The universe used here is the 500 largest market cap US-domiciled stocks, trading on either NYSE or Nasdaq, selected at the start of each calendar year in the study. The list includes tickers that have since vanished one way or another, whether by bankruptcy, merger, or other event.
In order to characterize the dependence of forward alpha on trailing beta, I measure, for each month, the correlation (sometimes called the "information coefficient") between each stock's alpha/excess return and its trailing beta, measured over the trailing 250 trading days. The results are shown in the attached table. With measurements for a bit less than 500 stocks each month (I exclude stocks with share prices less than $5 and stocks without a trailing 250 trading day history), the statistical uncertainty in the measured correlation is approximately 500^(-1/2), or 4%. Data ranges from May, 2001 through December, 2011 — 128 months.
A word about signs and magnitudes: the table shows correlation between forward alpha and trailing beta, so a negative sign for a given month would indicate that low beta stocks had outperformed. Regarding magnitude, I'd say that the one would require a magnitude of at least something like 10% for the effect to be meaningful and "actionable".
The table shows that the average of the 128 monthly correlation measurements is -0.5%, with a t-score of -0.3. This is most definitely a null result. So over this period, high and low beta stocks did, on average, roughly what the capital asset pricing model / "efficient market" theory would predict.

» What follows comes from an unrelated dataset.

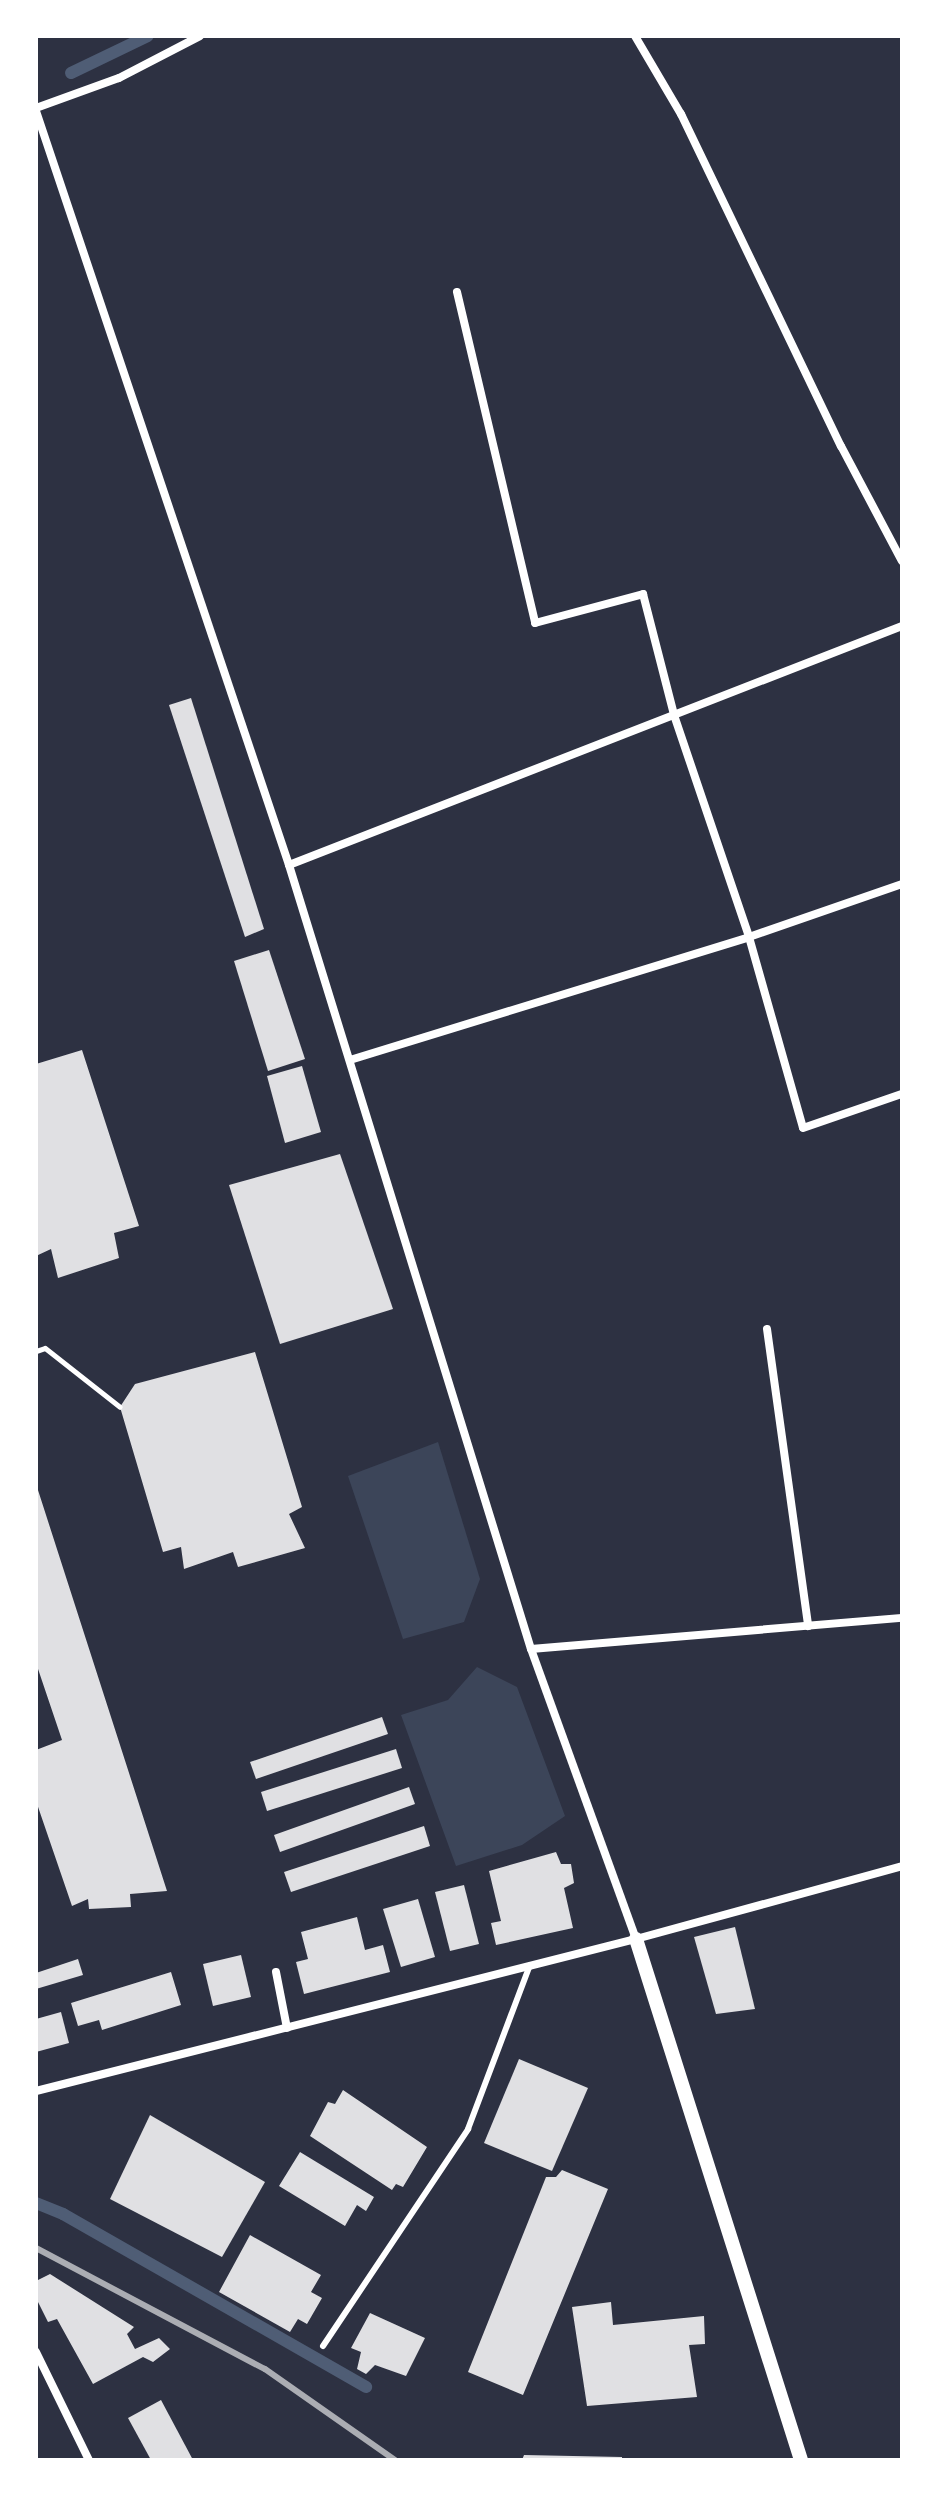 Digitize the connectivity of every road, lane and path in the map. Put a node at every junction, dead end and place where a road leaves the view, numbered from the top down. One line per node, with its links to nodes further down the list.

—–Also attached is a plot of the cumulative sum of the monthly correlations. When the cumulative sum is decreasing (increasing), that means that low (high) beta stocks are outperforming. The plot snakes around but in the end doesn't go very far. Low beta stocks do very well over the ~2004-2005 window, but then give it all back and more from 2008-2009. (It may be surprising that high beta outperformed low beta over the very bearish 2008-09, but first, remember that we're talking about risk-adjusted "alpha" here, and second, during 08-09 saw 50-ish percent declines even among not-so-risky stocks.)
So I don't think that the enthusiasm for low-risk, low volatility equities, as seen in the popularity of ETFs like SPLV, is deserved. It makes more sense to buy the whole market, SPY, and be tax-efficient. If you want lower volatility, then just buy less of it.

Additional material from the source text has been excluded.